## WHAT NEEDS TO BE DONE
Every line of the records that holds the word "options" should be copied.

===== ENTRIES SUPPLIED

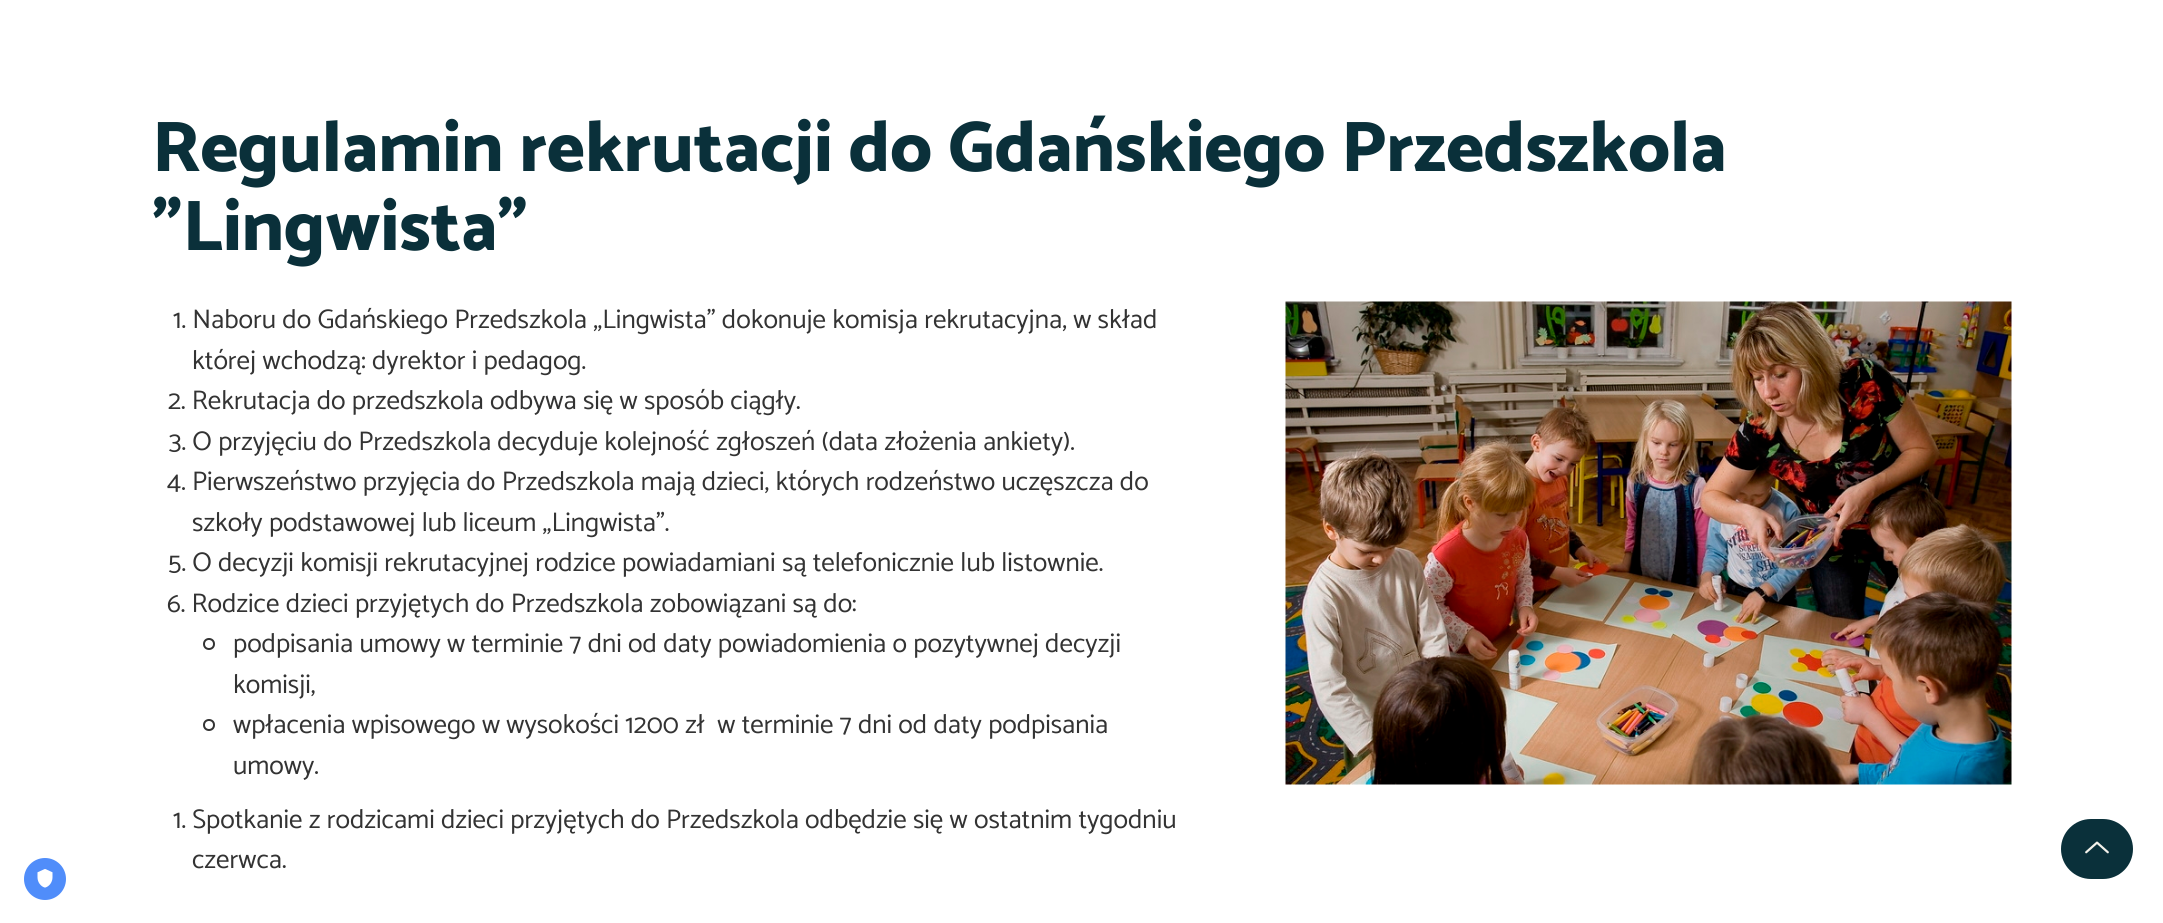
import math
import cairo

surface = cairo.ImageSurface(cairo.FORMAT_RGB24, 2163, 923)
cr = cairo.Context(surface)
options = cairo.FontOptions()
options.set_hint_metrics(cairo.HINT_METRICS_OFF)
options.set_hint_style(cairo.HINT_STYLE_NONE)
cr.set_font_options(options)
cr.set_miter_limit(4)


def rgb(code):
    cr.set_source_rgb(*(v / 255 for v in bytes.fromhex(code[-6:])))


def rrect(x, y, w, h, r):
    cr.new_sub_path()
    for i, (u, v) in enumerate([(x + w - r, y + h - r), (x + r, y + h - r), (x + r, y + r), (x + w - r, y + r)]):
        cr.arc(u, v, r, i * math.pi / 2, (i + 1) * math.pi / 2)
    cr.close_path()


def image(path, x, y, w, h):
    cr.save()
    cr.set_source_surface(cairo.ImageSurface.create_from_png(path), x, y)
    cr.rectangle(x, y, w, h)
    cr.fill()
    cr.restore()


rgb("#ffffff")
cr.paint()
rgb("#508dfa")
cr.arc(45, 879, 21, 0, 2 * math.pi)
cr.fill()
image("img/1.png", 37, 869, 16, 19)
cr.arc(209, 644, 5, 0, 2 * math.pi)
rgb("#333333")
cr.stroke()
cr.arc(209, 725, 5, 0, 2 * math.pi)
cr.stroke()
image("img/2.png", 1285, 301, 727, 484)
rgb("#0a303a")
rrect(2061, 819, 72, 60, 30)
cr.fill()
image("img/3.png", 2085, 841, 24, 13)
cr.select_font_face("Catamaran ExtraBold")
cr.set_font_size(72)
cr.move_to(152, 171)
cr.show_text("Regulamin rekrutacji do Gdańskiego Przedszkola")
cr.move_to(152, 250)
cr.show_text("\"Lingwista\"")
cr.select_font_face("Catamaran")
cr.set_font_size(27)
rgb("#333333")
for x, y, s in [
    (173, 328, "1. Naboru do Gdańskiego Przedszkola „Lingwista” dokonuje komisja rekrutacyjna, w skład"),
    (192, 369, "której wchodzą: dyrektor i pedagog."),
    (168, 409, "2. Rekrutacja do przedszkola odbywa się w sposób ciągły."),
    (169, 450, "3. O przyjęciu do Przedszkola decyduje kolejność zgłoszeń (data złożenia ankiety)."),
    (167, 490, "4. Pierwszeństwo przyjęcia do Przedszkola mają dzieci, których rodzeństwo uczęszcza do"),
    (192, 531, "szkoły podstawowej lub liceum „Lingwista”."),
    (168, 571, "5. O decyzji komisji rekrutacyjnej rodzice powiadamiani są telefonicznie lub listownie."),
    (167, 612, "6. Rodzice dzieci przyjętych do Przedszkola zobowiązani są do:"),
    (233, 652, "podpisania umowy w terminie 7 dni od daty powiadomienia o pozytywnej decyzji"),
    (233, 693, "komisji,"),
    (233, 733, "wpłacenia wpisowego w wysokości 1200 zł  w terminie 7 dni od daty podpisania"),
    (233, 774, "umowy."),
    (173, 828, "1. Spotkanie z rodzicami dzieci przyjętych do Przedszkola odbędzie się w ostatnim tygodniu"),
    (192, 868, "czerwca."),
]:
    cr.move_to(x, y)
    cr.show_text(s)
surface.write_to_png("page.png")
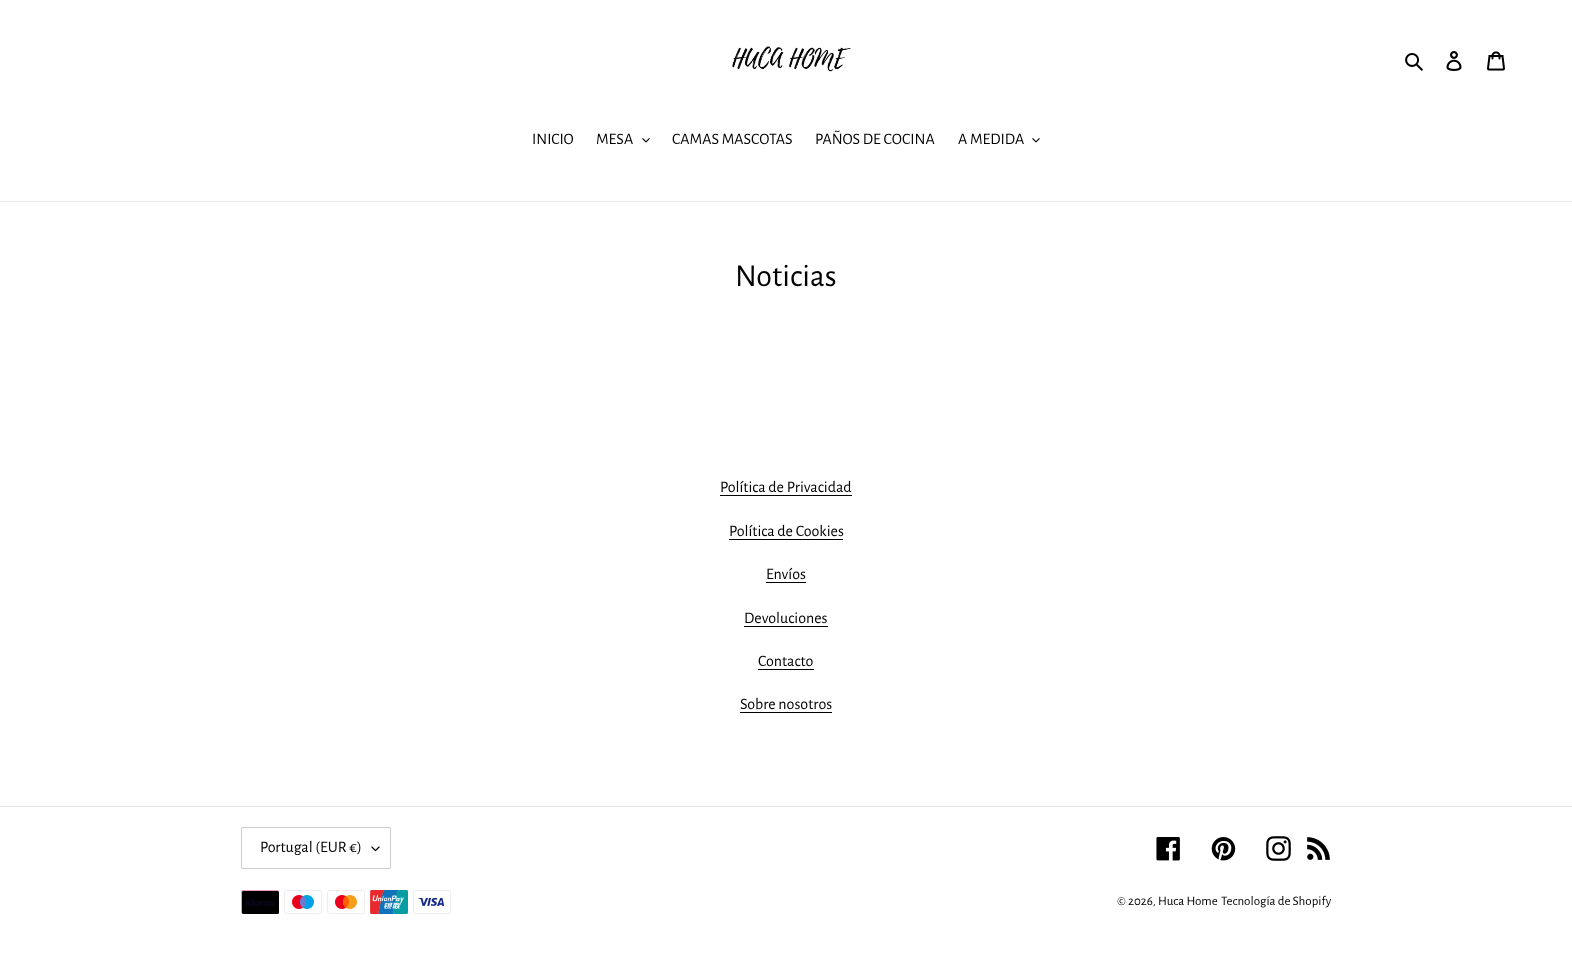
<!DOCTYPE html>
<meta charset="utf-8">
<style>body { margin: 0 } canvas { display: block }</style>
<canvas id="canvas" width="1572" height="969"></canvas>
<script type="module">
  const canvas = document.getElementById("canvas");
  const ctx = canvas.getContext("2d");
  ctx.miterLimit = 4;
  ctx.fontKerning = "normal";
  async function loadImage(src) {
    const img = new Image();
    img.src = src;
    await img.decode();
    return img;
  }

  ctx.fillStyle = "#ffffff";
  ctx.fillRect(0, 0, 1572, 969);
  ctx.drawImage(await loadImage("img1.png"), 732, 46, 119, 26);
  ctx.drawImage(await loadImage("img2.png"), 1405, 53, 18, 18);
  ctx.drawImage(await loadImage("img3.png"), 1446, 51, 16, 20);
  ctx.drawImage(await loadImage("img4.png"), 1487, 51, 18, 20);
  ctx.fillStyle = "#ebebeb";
  ctx.fillRect(0, 201, 1572, 1);
  ctx.font = "16px Alegreya Sans";
  ctx.fillStyle = "#000000";
  ctx.fillText("INICIO", 532, 144);
  ctx.fillText("MESA", 596, 144);
  ctx.drawImage(await loadImage("img5.png"), 642, 138, 8, 5);
  ctx.fillText("CAMAS MASCOTAS", 672, 144);
  ctx.fillText("PAÑOS DE COCINA", 815, 144);
  ctx.fillText("A MEDIDA", 958, 144);
  ctx.drawImage(await loadImage("img5.png"), 1032, 138, 8, 5);
  ctx.font = "32px Alegreya Sans";
  ctx.fillText("Noticias", 735, 286);
  ctx.font = "16px Alegreya Sans";
  ctx.fillText("Política de Privacidad", 720, 492);
  ctx.fillRect(720, 495, 132, 1);
  ctx.fillText("Política de Cookies", 729, 536);
  ctx.fillRect(729, 539, 114, 1);
  ctx.fillText("Envíos", 766, 579);
  ctx.fillRect(766, 582, 40, 1);
  ctx.fillText("Devoluciones", 744, 623);
  ctx.fillRect(744, 626, 84, 1);
  ctx.fillText("Contacto", 758, 666);
  ctx.fillRect(758, 669, 56, 1);
  ctx.fillText("Sobre nosotros", 740, 709);
  ctx.fillRect(740, 712, 92, 1);
  ctx.fillStyle = "#e6e6e6";
  ctx.fillRect(0, 806, 1572, 1);
  ctx.drawImage(await loadImage("img6.png"), 371, 846, 9, 6);
  ctx.beginPath();
  ctx.roundRect(241.5, 827.5, 149, 41, 1.5);
  ctx.strokeStyle = "#cccccc";
  ctx.stroke();
  ctx.fillStyle = "#000000";
  ctx.fillText("Portugal (EUR €)", 260, 852);
  ctx.drawImage(await loadImage("img7.png"), 1156, 837, 24, 24);
  ctx.drawImage(await loadImage("img8.png"), 1211, 837, 25, 24);
  ctx.drawImage(await loadImage("img9.png"), 1266, 836, 25, 25);
  ctx.drawImage(await loadImage("img10.png"), 1307, 837, 23, 23);
  ctx.drawImage(await loadImage("img11.png"), 241, 890, 38, 24);
  ctx.drawImage(await loadImage("img12.png"), 284, 890, 38, 24);
  ctx.drawImage(await loadImage("img13.png"), 327, 890, 38, 24);
  ctx.drawImage(await loadImage("img14.png"), 370, 890, 38, 24);
  ctx.drawImage(await loadImage("img15.png"), 413, 890, 38, 24);
  ctx.font = "13px Alegreya Sans";
  ctx.fillText("© 2026, Huca Home", 1117, 905);
  ctx.fillText("Tecnología de Shopify", 1221, 905);
</script>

==========

## YOUR SOLUTION
options = cairo.FontOptions()
options.set_hint_metrics(cairo.HINT_METRICS_OFF)
options.set_hint_style(cairo.HINT_STYLE_NONE)
cr.set_font_options(options)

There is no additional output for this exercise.